C. Baker_2, you might have slugs if your mulch is too wet. From what I've read, you don't water this stuff. The mulch should stay dry on top. Closer to the soil, I think it would be wetter, and that is where, I think, that you would have slugs. I don't know what to do to get rid of them, though, but I've heard put broken pieces of pottery in the soil, but this would take a lot of broken pots to do. I think the article I read about doing this was talking around individual plants. My landlord just poured a bunch of wood chips out here, and that is why I am looking this up.
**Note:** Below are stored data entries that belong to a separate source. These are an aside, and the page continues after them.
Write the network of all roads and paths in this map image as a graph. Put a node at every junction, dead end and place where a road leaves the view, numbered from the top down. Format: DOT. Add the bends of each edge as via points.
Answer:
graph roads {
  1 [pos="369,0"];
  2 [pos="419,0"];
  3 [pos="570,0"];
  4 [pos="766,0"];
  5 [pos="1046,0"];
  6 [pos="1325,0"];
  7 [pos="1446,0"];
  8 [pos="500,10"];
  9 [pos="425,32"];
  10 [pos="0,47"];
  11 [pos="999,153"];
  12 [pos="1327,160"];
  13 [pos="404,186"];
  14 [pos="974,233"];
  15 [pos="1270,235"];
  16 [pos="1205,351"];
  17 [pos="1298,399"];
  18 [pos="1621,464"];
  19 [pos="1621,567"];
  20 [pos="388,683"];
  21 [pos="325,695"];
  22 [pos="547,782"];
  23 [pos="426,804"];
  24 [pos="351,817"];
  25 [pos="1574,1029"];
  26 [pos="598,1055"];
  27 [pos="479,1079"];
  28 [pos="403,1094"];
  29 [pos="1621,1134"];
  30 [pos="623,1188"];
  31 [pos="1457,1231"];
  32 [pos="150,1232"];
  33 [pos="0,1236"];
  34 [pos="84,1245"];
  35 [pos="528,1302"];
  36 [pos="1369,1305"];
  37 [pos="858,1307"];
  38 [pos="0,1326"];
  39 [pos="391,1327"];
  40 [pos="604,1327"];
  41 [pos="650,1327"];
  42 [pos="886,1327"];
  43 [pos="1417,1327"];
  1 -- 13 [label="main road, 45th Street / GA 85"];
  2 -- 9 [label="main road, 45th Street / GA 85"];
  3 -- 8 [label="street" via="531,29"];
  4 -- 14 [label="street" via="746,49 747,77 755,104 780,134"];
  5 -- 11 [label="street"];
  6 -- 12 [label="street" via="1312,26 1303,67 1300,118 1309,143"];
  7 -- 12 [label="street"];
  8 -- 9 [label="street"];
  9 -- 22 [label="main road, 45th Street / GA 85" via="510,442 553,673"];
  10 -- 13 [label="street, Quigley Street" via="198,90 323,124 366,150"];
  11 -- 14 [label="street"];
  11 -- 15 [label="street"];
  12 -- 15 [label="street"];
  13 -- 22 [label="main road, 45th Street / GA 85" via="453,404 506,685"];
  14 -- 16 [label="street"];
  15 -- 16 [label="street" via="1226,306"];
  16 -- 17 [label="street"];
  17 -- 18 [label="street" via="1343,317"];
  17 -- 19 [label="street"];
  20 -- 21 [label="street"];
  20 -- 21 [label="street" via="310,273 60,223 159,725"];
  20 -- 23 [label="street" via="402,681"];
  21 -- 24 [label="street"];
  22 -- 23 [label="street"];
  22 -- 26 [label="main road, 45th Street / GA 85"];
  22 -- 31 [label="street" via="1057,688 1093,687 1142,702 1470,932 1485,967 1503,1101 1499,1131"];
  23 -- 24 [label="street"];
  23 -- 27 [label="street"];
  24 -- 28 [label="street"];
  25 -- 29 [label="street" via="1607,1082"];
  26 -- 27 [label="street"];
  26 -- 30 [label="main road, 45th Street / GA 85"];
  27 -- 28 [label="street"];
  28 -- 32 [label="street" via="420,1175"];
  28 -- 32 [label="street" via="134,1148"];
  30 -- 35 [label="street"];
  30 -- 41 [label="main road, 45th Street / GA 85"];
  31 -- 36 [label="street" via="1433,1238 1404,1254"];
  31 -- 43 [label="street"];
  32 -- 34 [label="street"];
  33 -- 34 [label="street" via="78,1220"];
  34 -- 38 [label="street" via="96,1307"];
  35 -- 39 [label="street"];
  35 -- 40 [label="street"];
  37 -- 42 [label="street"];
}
It sounds like a great method to do and I've already started putting in lily bulbs I've salvaged. I'm going to use them as a border.


c. baker_2
5/6/2010 9:22:55 PM

I like the idea of mulching with hay or straw but I have a big problem with slugs and last year when I tried using the hay mulch the slugs lived in the hay. Any suggestions?


libby workman
9/30/2008 10:16:00 AM

I use a modified version of Ruth Stout's method. I became a fan when she wrote a column in the very early issues of Organic Gardening back in the 1950s. She had easy access to tons of very cheap spoiled hay; we don't. I began enlarging my vegetable garden last fall when I began to worry about the economy, and now I am enlarging it even more. For no-effort clearing, buy the best quality highest mil large black plastic covering you can find at any hardware superstore; it can be used over and over. Spread it out late summer over the area you want to plant the next spring. Peg the corners down securely with heavy stones. Next spring roll it back a section at a time and drive garden stakes and run string to indicate rows. You will be amazed as you roll the plastic back, because worms have come from everywhere and eaten the dead and rotting vegetation underneath and you will see bare dirt. As you work each section, either till that row or not as you wish. Cover it with saved cardboard and/or layers of newspaper. Then toss grass clippings, leaves or pulled weeds on top to keep the paper from blowing away. I have learned even to keep the planted rows under the paper/weed mulch to eliminate weeding around the plants. I leave only a 2" bare strip down the midrow to insert each seedling in. Try buying space-saver variety seeds, even if you have space, and start the seeds indoors in February. My garden alternates 4' rows with 4' paths, all mulched. Plant everything down the middle of the row, setting and securing a cage (mine are made from sections of 5' or 6' fence wire, rolled into about a 20" diameter cage and secured by bending down the clipped wires over the opposite side) over each plant. Secure from high winds/storms with metal poles driven into the ground and tied to each cage. The cages/poles have lasted over 20 years for me. I leave no space between the cages running down the row. Besides keeping the garden tidy and easy to get to,


dick_6
1/7/2008 11:58:23 AM

sounds to easy to be true BUT will try it already have piled leaves wii get straw on as soon as possible sure does make sense.